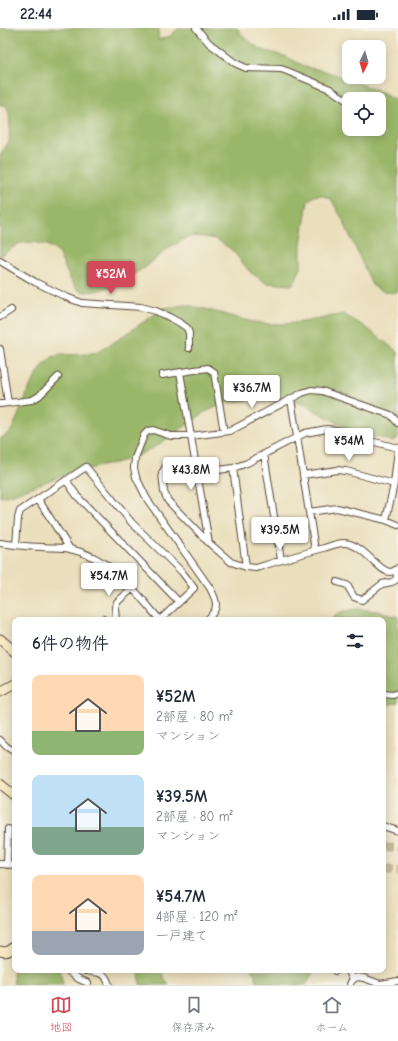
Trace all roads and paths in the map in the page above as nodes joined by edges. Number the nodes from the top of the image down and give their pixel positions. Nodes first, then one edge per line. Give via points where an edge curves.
1 (196, 28) edge
2 (342, 97) edge
3 (0, 261) edge
4 (11, 310) dead end
5 (0, 317) edge
6 (189, 348) dead end
7 (0, 349) edge
8 (180, 372) junction
9 (162, 375) dead end
10 (58, 377) dead end
11 (291, 399) junction
12 (8, 403) junction
13 (0, 404) edge
14 (398, 423) edge
15 (224, 432) junction
16 (191, 436) junction
17 (297, 437) junction
18 (398, 449) edge
19 (264, 454) junction
20 (233, 468) junction
21 (197, 472) junction
22 (303, 475) junction
23 (66, 480) junction
24 (394, 484) junction
25 (38, 499) junction
26 (309, 512) junction
27 (386, 520) junction
28 (398, 525) edge
29 (0, 543) edge
30 (209, 543) junction
31 (16, 545) junction
32 (70, 549) junction
33 (314, 550) junction
34 (281, 560) junction
35 (246, 567) junction
36 (396, 569) edge
37 (337, 582) dead end
38 (132, 589) junction
39 (179, 602) junction
40 (118, 617) edge
41 (157, 617) edge
42 (163, 617) edge
43 (210, 617) edge
44 (0, 639) edge
45 (12, 649) edge
46 (12, 685) edge
47 (0, 692) edge
48 (398, 693) edge
49 (386, 694) edge
50 (0, 740) edge
51 (12, 750) edge
52 (0, 784) edge
53 (12, 794) edge
54 (386, 827) edge
55 (8, 829) dead end
56 (398, 831) edge
57 (0, 864) edge
58 (7, 864) junction
59 (12, 865) edge
60 (12, 949) edge
61 (0, 951) edge
62 (71, 973) edge
63 (86, 973) edge
64 (100, 973) edge
65 (398, 980) edge
66 (352, 982) edge
67 (88, 984) edge
68 (110, 985) edge

1 - 2 street via 209,43 235,63 246,68 287,70 330,89
3 - 6 street via 66,297 82,302 141,307 156,311 187,328
4 - 5 street
7 - 12 street
8 - 9 street
8 - 15 street via 208,368 214,372
8 - 16 street
10 - 12 street via 32,400
11 - 14 street via 311,390 322,391 391,415
11 - 15 street
11 - 17 street
12 - 13 street
15 - 16 street
16 - 21 street
16 - 43 street via 171,436 153,430 148,431 139,447 134,468 147,499 214,596 216,607
17 - 18 street via 327,429 344,431
17 - 19 street
17 - 22 street
18 - 24 street
19 - 20 street via 247,464
19 - 34 street
20 - 21 street
20 - 35 street
21 - 30 street
21 - 30 street via 165,468 162,473 164,492 168,501
22 - 24 street via 337,470
22 - 26 street
23 - 25 street
23 - 39 street via 77,496
23 - 39 street via 86,466 132,523 182,572 194,588
24 - 27 street
25 - 31 street via 20,511
25 - 32 street
26 - 27 street via 337,508
26 - 33 street
27 - 28 street
29 - 31 street
30 - 35 street via 231,562
31 - 32 street
32 - 38 street via 107,565
33 - 34 street
33 - 36 street via 344,543 354,545 384,570 390,572
34 - 35 street via 256,568
36 - 37 street via 396,580 382,584 362,600 354,597 347,585
38 - 40 street via 117,602 115,607
38 - 41 street
39 - 42 street
44 - 45 main road
46 - 47 main road
48 - 49 street
50 - 51 street
52 - 53 main road
54 - 56 street
55 - 58 street
57 - 58 street
58 - 59 street
60 - 61 main road
62 - 67 street
63 - 67 street
64 - 68 street via 104,974
65 - 66 street via 380,984 357,977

DESCRIPTION OF THE TASK: Write out the material above precisely, leaving each picture behind.

RESULT:
Trace all roads and paths in the map in the page above as nodes joined by edges. Number the nodes from the top of the image down and give their pixel positions. Nodes first, then one edge per line. Give via points where an edge curves.
1 (196, 28) edge
2 (342, 97) edge
3 (0, 261) edge
4 (11, 310) dead end
5 (0, 317) edge
6 (189, 348) dead end
7 (0, 349) edge
8 (180, 372) junction
9 (162, 375) dead end
10 (58, 377) dead end
11 (291, 399) junction
12 (8, 403) junction
13 (0, 404) edge
14 (398, 423) edge
15 (224, 432) junction
16 (191, 436) junction
17 (297, 437) junction
18 (398, 449) edge
19 (264, 454) junction
20 (233, 468) junction
21 (197, 472) junction
22 (303, 475) junction
23 (66, 480) junction
24 (394, 484) junction
25 (38, 499) junction
26 (309, 512) junction
27 (386, 520) junction
28 (398, 525) edge
29 (0, 543) edge
30 (209, 543) junction
31 (16, 545) junction
32 (70, 549) junction
33 (314, 550) junction
34 (281, 560) junction
35 (246, 567) junction
36 (396, 569) edge
37 (337, 582) dead end
38 (132, 589) junction
39 (179, 602) junction
40 (118, 617) edge
41 (157, 617) edge
42 (163, 617) edge
43 (210, 617) edge
44 (0, 639) edge
45 (12, 649) edge
46 (12, 685) edge
47 (0, 692) edge
48 (398, 693) edge
49 (386, 694) edge
50 (0, 740) edge
51 (12, 750) edge
52 (0, 784) edge
53 (12, 794) edge
54 (386, 827) edge
55 (8, 829) dead end
56 (398, 831) edge
57 (0, 864) edge
58 (7, 864) junction
59 (12, 865) edge
60 (12, 949) edge
61 (0, 951) edge
62 (71, 973) edge
63 (86, 973) edge
64 (100, 973) edge
65 (398, 980) edge
66 (352, 982) edge
67 (88, 984) edge
68 (110, 985) edge

1 - 2 street via 209,43 235,63 246,68 287,70 330,89
3 - 6 street via 66,297 82,302 141,307 156,311 187,328
4 - 5 street
7 - 12 street
8 - 9 street
8 - 15 street via 208,368 214,372
8 - 16 street
10 - 12 street via 32,400
11 - 14 street via 311,390 322,391 391,415
11 - 15 street
11 - 17 street
12 - 13 street
15 - 16 street
16 - 21 street
16 - 43 street via 171,436 153,430 148,431 139,447 134,468 147,499 214,596 216,607
17 - 18 street via 327,429 344,431
17 - 19 street
17 - 22 street
18 - 24 street
19 - 20 street via 247,464
19 - 34 street
20 - 21 street
20 - 35 street
21 - 30 street
21 - 30 street via 165,468 162,473 164,492 168,501
22 - 24 street via 337,470
22 - 26 street
23 - 25 street
23 - 39 street via 77,496
23 - 39 street via 86,466 132,523 182,572 194,588
24 - 27 street
25 - 31 street via 20,511
25 - 32 street
26 - 27 street via 337,508
26 - 33 street
27 - 28 street
29 - 31 street
30 - 35 street via 231,562
31 - 32 street
32 - 38 street via 107,565
33 - 34 street
33 - 36 street via 344,543 354,545 384,570 390,572
34 - 35 street via 256,568
36 - 37 street via 396,580 382,584 362,600 354,597 347,585
38 - 40 street via 117,602 115,607
38 - 41 street
39 - 42 street
44 - 45 main road
46 - 47 main road
48 - 49 street
50 - 51 street
52 - 53 main road
54 - 56 street
55 - 58 street
57 - 58 street
58 - 59 street
60 - 61 main road
62 - 67 street
63 - 67 street
64 - 68 street via 104,974
65 - 66 street via 380,984 357,977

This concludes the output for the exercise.